Con este caldo de cultivo de permisividad y barra libre que ponen en marcha Bush y Greenspan, la codicia consustancial al ser humano no tardó en aparecer. Llegó unos metros antes que la corrupción. Bancos que nos parecían a los españolitos sinónimo de seguridad cayeron como naipes dirigidos por avariciosos y corruptos. Merrill Lynch, Goldman Sachs, Lehman Brothers, J.P. Morgan. ¿Cómo fue posible que otro venerado sabio de las finanzas, Bernard Madoff, a quien invitaban a la Casa Blanca y al que las agencias de rating daban la triple
AAA
en solvencia, fuera un chorizo que llegó a estafar cincuenta mil millones de dólares?
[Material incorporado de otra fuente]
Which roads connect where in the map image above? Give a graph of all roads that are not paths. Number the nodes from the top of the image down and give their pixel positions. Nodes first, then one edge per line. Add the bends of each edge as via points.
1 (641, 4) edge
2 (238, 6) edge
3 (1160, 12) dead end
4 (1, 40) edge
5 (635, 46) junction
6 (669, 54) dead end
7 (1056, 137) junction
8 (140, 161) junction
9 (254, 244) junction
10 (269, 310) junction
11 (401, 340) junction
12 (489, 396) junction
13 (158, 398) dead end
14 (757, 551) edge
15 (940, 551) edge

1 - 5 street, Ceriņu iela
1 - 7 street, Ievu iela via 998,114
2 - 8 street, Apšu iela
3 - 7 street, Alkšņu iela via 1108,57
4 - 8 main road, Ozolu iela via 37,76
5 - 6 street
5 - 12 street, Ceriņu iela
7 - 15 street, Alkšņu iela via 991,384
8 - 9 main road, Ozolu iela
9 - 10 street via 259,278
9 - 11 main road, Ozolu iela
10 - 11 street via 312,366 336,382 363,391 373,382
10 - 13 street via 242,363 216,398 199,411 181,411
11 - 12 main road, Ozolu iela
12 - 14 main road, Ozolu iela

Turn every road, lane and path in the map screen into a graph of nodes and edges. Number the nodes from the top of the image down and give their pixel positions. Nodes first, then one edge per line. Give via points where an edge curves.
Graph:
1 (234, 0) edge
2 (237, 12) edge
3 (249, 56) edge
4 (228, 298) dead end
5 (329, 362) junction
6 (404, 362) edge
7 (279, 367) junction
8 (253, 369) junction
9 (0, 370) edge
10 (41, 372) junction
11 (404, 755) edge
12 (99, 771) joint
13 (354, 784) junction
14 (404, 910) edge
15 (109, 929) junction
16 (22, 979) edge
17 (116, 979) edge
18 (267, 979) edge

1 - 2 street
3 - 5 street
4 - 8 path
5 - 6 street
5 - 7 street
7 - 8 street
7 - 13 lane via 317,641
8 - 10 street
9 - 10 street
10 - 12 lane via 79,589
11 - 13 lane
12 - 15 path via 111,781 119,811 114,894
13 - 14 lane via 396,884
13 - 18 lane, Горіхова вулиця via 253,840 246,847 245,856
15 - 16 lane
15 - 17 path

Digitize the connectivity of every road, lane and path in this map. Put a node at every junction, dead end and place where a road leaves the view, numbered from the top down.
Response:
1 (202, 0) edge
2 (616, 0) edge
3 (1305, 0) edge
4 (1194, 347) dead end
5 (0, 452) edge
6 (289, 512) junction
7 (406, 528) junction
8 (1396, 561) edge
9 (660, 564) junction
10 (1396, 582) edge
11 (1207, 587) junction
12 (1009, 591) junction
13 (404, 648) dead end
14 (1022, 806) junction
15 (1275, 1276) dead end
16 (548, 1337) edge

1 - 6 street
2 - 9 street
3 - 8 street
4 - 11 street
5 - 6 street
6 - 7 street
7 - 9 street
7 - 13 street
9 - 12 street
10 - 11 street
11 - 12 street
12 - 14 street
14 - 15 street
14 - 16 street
Lo malo de estas estafas es que fueron colectivas, no afectaron solo a Estados Unidos. De esos cincuenta mil millones, cuatro mil eran españoles. La tendencia a estafar y especular se instaló en esos años y aún no ha desaparecido, como analizo en otro capítulo de este libro.
La crisis que ha detonado las actuaciones temerarias de los bancos americanos de inversión empezó creando problemas de liquidez, trajo la desaceleración de la economía americana y, rápidamente, se extendió por Europa. En una economía global como la actual, no quedó al margen ningún país desarrollado. Se dice que cuando Norteamérica estornuda, Europa coge un catarro. Y España pilló la pulmonía.
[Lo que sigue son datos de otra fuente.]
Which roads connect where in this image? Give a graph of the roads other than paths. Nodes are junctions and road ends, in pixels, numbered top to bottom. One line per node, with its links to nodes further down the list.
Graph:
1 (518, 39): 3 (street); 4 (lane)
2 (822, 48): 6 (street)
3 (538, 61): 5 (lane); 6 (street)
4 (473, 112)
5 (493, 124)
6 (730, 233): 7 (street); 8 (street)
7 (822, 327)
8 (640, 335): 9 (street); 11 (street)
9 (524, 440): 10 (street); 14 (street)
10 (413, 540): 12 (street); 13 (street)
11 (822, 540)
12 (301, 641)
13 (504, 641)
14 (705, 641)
¿Por qué nos ha golpeado la crisis de manera más brutal? Entre 1997 y 2007, España vivió una etapa que muchos denominaban de milagro económico. Se creció a ritmos anuales superiores al 3,5 por ciento, algunos años incluso por encima del 4 por ciento (1999). España logró crear en esa década tres millones de nuevos empleos. Hubo años de seiscientos cincuenta mil nuevos puestos de trabajo. Empezaron a llegar millones de inmigrantes a nuestro país. Todo era un espejismo. España era un coloso con pies de barro.
Mientras el
PIB
aumentaba a tasas anuales de casi el doble de la media europea, la economía española perdía productividad y competitividad a chorros, porque el crecimiento estaba basado en emplear más máquinas, ladrillos y trabajadores de baja cualificación para hacer más de lo mismo. Teníamos una economía basada fundamentalmente en el boom inmobiliario residencial. Hubo años en que se llegaron a construir un millón de viviendas. Una locura.
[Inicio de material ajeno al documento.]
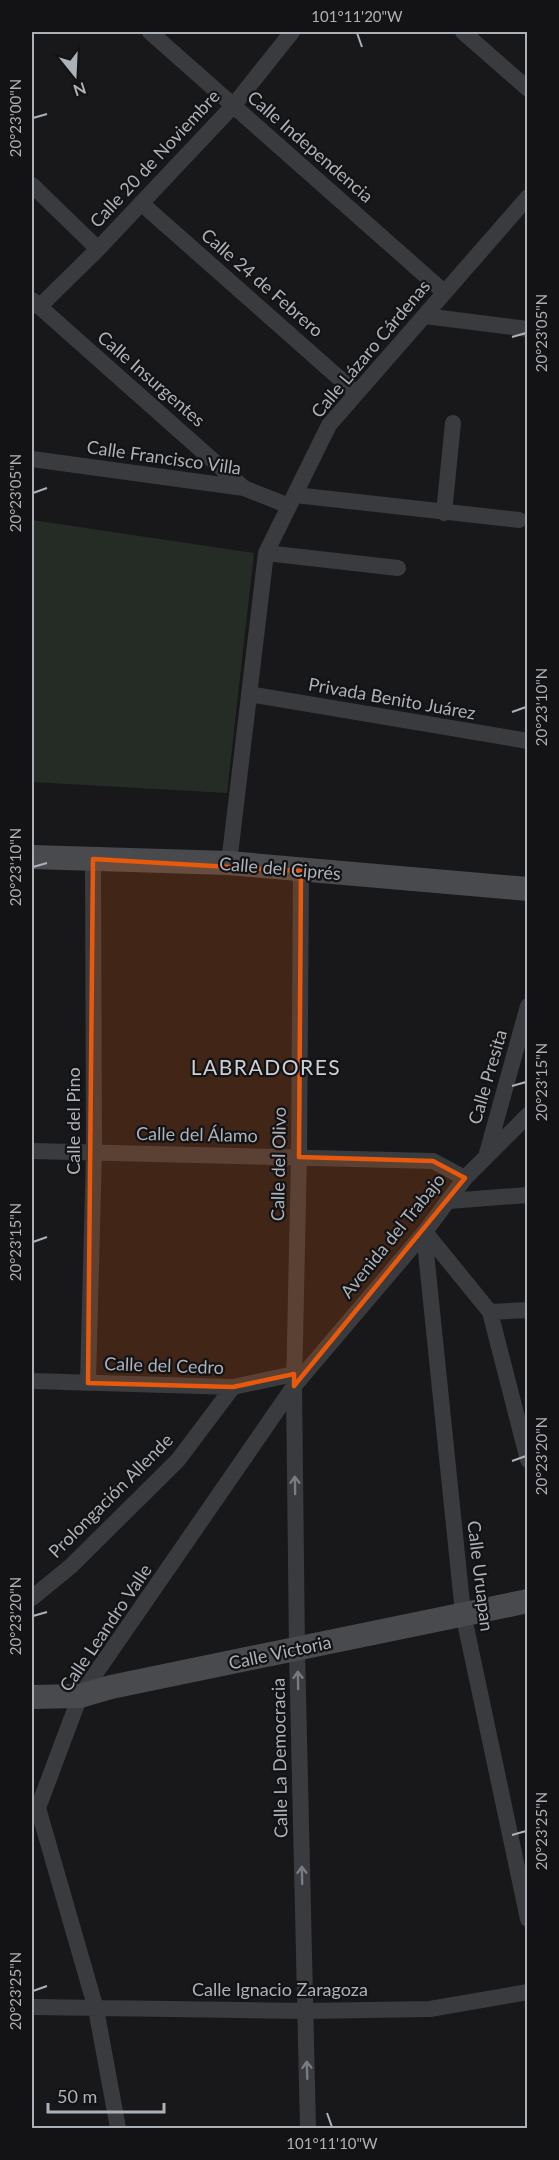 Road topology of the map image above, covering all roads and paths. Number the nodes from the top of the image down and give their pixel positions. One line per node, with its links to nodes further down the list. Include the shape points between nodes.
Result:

Con actividad desmesurada, el sector de la construcción genera a corto plazo un empleo masivo, pero que tiene lógicamente fecha de caducidad. No se podía mantener aquel ritmo de construcción de viviendas. Además, España sufría un enorme déficit en las cuentas públicas (-11,30 por ciento del
PIB
) y en la balanza corriente (-10 por ciento). Pero había otro factor que agravó la crisis: el fuerte endeudamiento de las instituciones públicas (Gobierno central, autonómicos y ayuntamientos), las familias y las empresas y, sobre todo, el sistema financiero.
Se habla mucho del endeudamiento de las Administraciones Públicas. No es el mayor problema. Representa el 65 por ciento del
PIB
de un año y es inferior a la media de endeudamiento de nuestros socios europeos. El problema está en los endeudamientos de las familias, empresas y bancos. Sumados todos ellos, debemos tres billones de euros, o lo que es lo mismo, la producción de España de tres años. Una barbaridad.
Es la consecuencia de las políticas de instigación del consumo. Con los intereses a tipos entre el 1 y el 2 por ciento, las familias se lanzaron al endeudamiento. Los bancos te buscaban para darte créditos. No era suficiente tener vivienda habitual, había que tener otra en la playa, o en la montaña. Viajar de vacaciones por el mundo era casi una obligación.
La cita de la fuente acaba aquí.